Imagine never being able to walk out in public without being recognized.  Even the most famous of celebrities can throw on a ball cap and sunglasses and go unnoticed and unbothered. This was not the case for André, who had no way to hide his seven-foot, five hundred pound frame.

Hehir makes André feel relatable to the audience. André wanted what everyone in life wants—acceptance. This was a man who could only be comfortable in his own skin while inside the ring. Outside of his workplace was a completely different story.

No car was big enough, no furniture was comfortable. At one point, a former travel partner and friend describes what Andre had to go through just to use the bathroom on an airplane on the countless fourteen-hour flights taken while beginning his wrestling career.  So many normal parts of life were extremely inconvenient for André.

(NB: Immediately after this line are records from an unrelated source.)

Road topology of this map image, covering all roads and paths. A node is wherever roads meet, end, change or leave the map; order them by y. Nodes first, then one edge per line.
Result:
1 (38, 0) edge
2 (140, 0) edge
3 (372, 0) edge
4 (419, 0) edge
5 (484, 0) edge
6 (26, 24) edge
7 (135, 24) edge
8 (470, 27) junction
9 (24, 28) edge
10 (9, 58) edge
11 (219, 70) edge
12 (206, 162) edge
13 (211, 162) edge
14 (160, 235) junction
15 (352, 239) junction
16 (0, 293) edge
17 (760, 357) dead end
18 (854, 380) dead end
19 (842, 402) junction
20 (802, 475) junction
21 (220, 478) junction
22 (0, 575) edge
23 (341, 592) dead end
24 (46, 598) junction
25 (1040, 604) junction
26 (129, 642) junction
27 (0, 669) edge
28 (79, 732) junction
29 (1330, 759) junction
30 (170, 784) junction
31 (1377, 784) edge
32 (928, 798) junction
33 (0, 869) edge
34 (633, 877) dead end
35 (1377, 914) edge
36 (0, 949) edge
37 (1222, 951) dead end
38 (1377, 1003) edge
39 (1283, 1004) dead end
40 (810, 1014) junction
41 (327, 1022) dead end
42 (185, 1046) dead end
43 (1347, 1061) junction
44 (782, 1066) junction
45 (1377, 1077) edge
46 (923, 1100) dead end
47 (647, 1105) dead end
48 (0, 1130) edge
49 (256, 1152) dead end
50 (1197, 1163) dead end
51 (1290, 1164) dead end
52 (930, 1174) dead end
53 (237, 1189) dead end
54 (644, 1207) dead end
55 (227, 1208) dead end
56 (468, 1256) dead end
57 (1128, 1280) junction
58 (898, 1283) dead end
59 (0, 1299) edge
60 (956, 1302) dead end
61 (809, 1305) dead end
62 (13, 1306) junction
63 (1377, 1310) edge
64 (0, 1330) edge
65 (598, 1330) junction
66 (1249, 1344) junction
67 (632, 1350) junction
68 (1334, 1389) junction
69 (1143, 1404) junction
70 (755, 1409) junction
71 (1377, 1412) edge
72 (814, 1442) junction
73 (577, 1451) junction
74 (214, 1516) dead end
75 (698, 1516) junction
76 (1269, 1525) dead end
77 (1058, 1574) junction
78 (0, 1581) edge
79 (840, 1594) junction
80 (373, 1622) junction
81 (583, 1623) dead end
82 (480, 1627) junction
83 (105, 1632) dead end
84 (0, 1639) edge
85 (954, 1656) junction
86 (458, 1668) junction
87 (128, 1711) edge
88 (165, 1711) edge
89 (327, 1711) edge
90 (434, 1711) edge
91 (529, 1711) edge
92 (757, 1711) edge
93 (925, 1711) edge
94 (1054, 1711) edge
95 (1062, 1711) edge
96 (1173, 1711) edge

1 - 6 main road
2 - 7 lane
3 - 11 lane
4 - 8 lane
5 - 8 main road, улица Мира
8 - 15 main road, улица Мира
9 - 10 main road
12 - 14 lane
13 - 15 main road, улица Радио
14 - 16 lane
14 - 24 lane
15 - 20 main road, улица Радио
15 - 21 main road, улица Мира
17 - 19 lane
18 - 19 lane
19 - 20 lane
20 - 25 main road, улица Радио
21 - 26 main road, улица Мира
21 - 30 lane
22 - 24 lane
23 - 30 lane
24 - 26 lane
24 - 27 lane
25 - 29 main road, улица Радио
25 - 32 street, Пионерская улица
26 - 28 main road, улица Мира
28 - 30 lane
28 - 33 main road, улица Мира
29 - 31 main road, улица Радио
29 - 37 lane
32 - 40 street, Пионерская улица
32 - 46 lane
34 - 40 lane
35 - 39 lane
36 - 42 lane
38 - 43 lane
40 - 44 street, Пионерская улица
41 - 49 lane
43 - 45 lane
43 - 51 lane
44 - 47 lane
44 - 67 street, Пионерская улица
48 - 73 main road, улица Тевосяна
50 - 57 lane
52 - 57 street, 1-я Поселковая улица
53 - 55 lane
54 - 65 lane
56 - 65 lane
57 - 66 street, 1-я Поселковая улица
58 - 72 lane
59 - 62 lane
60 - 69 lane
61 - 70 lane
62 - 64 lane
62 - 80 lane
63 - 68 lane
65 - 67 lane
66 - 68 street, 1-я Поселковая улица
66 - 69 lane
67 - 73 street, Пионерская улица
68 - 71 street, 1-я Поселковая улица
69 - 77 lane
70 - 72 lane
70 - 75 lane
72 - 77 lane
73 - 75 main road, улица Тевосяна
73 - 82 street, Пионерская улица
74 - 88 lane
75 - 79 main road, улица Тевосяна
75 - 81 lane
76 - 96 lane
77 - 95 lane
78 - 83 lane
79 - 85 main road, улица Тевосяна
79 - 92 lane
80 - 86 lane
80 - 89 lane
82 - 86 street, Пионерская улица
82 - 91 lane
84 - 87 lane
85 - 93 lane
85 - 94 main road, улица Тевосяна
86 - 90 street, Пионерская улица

The climax of the documentary comes with the match between André and Hulk Hogan at Wrestlemania III before a sold-out Silverdome in Pontiac, Michigan. At the time, in 1987, the attendance of over 93,000 was the largest for an indoor event ever held in North America.

With André’s body failing him, the WWF had decided it was finally time to pass the torch to Hogan. However, it was not until well into the match that Andre called for Hogan to slam him that anyone, including the producers, knew for sure that The Giant would stick to the script. It was an epic moment.  

There are still holes in the film that leave the audience wondering exactly what kind of man André was. He had a daughter who acknowledged in the interview that he was gone for much of her childhood traveling for his work. Still, the movie never delves into the relationship he had with her mother. This is a very pro-André documentary, but whether you are a fan of wrestling or not, this is a film worth watching.